◆ **Assigned task**: Scan the data below for lines containing the string "service" and give only how many there are.

╭─ Records to process

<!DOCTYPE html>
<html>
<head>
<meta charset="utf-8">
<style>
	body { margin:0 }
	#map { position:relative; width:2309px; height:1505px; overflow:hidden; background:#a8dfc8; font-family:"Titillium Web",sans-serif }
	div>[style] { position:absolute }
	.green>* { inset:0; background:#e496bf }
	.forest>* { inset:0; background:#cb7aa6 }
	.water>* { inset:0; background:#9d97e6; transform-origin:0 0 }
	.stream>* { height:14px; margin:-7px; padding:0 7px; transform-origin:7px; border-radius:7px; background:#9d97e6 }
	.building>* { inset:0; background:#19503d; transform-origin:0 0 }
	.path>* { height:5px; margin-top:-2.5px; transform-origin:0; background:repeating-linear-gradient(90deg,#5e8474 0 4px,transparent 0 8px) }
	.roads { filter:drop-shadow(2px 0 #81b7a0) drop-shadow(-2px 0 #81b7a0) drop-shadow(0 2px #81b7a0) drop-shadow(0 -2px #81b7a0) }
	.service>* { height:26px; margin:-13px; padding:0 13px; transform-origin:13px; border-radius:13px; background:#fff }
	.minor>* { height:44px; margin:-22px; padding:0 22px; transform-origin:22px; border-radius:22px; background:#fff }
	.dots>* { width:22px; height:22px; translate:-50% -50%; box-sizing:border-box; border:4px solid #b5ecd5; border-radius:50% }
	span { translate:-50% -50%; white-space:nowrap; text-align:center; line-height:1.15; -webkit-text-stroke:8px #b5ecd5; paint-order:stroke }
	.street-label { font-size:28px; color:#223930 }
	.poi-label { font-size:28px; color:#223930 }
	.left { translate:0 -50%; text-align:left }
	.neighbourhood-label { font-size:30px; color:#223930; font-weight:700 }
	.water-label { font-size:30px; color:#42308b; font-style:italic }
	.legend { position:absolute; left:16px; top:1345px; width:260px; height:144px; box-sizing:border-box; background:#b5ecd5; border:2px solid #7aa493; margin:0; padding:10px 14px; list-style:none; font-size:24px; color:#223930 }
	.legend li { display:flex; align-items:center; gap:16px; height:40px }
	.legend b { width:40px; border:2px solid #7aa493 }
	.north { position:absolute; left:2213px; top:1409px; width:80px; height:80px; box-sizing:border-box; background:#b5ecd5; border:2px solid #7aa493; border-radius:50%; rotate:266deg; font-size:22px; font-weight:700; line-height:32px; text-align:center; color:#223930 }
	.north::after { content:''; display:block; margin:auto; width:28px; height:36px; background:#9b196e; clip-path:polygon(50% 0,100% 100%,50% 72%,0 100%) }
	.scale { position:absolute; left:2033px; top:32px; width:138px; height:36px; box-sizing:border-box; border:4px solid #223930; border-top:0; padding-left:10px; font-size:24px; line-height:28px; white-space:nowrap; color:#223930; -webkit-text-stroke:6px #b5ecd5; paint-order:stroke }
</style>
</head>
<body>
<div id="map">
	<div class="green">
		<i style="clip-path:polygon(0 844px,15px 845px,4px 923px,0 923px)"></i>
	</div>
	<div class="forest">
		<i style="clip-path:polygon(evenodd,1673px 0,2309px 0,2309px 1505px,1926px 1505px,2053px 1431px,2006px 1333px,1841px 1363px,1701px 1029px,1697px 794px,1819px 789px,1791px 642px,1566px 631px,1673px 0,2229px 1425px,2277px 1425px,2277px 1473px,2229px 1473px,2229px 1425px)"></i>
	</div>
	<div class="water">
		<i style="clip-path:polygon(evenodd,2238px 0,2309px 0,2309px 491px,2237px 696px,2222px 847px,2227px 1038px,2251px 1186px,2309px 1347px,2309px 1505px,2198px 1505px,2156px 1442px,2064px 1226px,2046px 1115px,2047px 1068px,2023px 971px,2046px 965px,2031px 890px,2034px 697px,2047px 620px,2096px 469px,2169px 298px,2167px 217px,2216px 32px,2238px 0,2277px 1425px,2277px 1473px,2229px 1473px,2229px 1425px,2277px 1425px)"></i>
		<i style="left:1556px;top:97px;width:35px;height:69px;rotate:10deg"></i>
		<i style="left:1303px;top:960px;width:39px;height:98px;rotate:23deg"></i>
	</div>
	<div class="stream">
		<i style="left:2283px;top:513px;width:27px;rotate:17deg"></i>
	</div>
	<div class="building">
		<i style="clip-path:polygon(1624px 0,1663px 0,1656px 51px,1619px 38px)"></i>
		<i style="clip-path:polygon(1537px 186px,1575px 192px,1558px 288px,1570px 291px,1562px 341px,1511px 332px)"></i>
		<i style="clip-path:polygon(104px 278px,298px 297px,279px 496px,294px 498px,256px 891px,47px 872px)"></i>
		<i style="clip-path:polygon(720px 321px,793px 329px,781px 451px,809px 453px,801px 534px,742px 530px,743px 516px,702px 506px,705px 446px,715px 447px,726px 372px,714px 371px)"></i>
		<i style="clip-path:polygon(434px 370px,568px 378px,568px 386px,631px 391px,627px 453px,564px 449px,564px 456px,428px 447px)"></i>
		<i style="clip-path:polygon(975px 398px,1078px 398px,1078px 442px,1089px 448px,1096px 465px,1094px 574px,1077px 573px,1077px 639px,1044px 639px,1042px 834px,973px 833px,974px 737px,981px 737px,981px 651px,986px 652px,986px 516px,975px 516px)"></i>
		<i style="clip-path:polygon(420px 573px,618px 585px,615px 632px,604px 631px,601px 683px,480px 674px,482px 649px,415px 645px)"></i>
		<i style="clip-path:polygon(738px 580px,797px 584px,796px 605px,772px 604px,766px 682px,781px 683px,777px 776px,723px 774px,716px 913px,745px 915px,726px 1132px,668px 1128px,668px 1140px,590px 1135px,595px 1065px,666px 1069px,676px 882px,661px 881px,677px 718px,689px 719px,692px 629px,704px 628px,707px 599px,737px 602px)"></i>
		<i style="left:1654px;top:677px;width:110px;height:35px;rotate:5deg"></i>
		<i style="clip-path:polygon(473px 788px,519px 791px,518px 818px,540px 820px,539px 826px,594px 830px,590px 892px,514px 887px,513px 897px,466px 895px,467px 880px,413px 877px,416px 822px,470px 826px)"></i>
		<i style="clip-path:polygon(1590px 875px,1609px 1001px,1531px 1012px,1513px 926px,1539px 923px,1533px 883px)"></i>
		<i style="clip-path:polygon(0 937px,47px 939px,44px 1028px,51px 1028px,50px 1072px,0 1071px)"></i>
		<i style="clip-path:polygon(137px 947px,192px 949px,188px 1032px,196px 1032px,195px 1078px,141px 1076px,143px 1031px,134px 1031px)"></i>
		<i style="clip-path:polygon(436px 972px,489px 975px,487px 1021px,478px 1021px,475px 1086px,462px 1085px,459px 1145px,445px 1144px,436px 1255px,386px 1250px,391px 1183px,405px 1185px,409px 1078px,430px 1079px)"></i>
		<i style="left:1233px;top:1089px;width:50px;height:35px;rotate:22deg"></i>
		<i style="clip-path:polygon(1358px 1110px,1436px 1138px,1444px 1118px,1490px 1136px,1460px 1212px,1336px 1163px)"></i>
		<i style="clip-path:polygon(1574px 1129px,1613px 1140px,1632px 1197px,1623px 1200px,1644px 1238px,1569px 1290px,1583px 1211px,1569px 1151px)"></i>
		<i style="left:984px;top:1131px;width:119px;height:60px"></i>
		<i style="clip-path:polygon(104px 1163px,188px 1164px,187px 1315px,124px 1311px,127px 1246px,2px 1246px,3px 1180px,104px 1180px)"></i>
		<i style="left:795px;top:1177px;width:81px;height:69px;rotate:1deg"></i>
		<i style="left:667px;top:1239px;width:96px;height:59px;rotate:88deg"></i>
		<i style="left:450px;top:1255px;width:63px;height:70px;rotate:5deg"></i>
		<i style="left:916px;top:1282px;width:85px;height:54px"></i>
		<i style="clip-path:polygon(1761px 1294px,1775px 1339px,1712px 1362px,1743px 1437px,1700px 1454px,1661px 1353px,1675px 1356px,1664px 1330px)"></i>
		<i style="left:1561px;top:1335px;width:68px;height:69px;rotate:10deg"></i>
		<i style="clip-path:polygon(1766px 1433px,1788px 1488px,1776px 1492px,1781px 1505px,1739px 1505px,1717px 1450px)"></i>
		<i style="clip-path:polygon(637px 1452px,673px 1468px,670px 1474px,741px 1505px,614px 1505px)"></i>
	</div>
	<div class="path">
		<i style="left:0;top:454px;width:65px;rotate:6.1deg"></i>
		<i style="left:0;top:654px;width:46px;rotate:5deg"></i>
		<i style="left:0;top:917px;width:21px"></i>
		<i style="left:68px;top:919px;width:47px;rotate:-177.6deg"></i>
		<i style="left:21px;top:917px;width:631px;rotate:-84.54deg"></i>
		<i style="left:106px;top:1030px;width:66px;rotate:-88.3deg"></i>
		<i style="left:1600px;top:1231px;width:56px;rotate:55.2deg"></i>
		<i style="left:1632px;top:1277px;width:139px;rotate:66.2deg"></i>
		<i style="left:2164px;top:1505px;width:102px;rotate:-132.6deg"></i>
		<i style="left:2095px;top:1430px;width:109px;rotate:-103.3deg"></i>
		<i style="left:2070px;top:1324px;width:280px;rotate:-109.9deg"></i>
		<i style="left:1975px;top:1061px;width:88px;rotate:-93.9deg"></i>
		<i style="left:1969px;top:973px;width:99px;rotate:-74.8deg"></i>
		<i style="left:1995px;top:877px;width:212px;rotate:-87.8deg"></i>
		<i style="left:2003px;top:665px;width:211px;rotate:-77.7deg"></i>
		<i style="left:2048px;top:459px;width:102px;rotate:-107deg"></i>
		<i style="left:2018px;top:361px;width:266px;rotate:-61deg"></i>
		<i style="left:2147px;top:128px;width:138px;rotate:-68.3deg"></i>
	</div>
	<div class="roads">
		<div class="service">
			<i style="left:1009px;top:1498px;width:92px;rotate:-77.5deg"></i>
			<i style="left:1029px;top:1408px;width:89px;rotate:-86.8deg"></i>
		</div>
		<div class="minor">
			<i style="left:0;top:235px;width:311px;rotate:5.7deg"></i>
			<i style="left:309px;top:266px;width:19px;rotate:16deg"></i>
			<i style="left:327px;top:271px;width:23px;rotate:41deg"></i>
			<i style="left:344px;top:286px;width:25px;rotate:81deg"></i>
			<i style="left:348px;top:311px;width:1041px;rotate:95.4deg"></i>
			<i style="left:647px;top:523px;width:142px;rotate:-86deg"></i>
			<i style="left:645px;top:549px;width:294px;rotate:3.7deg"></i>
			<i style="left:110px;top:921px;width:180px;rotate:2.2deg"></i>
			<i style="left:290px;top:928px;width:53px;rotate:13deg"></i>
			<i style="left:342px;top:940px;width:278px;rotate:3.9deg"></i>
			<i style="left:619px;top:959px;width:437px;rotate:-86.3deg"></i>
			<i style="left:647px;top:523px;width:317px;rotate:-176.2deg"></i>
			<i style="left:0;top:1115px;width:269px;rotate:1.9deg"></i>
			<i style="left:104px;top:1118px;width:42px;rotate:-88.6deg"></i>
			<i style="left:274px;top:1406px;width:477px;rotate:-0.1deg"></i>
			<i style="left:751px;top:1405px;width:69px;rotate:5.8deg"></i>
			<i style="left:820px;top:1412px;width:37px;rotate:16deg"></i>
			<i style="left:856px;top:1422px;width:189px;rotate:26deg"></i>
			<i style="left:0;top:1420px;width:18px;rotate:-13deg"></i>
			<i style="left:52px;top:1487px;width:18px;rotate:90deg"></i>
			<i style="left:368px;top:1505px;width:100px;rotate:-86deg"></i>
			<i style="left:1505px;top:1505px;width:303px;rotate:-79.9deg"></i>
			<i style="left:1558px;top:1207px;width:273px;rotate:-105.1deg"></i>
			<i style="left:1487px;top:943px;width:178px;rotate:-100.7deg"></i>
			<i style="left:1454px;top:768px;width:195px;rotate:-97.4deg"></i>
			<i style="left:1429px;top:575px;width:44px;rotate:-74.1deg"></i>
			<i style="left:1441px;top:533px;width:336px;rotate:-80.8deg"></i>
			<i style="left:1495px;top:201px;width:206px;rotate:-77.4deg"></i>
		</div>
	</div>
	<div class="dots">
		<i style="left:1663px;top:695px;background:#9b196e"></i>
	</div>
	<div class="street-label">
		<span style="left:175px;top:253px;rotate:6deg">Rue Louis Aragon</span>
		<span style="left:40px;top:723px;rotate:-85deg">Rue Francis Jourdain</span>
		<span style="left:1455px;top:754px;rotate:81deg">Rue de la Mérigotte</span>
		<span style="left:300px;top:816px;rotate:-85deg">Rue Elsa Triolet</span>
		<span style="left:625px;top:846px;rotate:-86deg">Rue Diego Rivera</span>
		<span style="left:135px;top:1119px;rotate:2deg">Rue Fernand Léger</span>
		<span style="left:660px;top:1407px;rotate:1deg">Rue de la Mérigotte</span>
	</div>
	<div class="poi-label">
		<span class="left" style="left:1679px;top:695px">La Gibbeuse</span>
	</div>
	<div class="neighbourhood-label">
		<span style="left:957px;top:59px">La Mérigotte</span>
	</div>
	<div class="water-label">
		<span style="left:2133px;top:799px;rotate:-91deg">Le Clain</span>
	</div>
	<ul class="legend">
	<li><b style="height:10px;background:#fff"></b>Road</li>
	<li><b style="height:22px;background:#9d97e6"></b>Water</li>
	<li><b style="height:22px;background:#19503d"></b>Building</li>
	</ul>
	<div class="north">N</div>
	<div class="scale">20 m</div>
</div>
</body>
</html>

╰─

◆ **Output of the exercise**: 2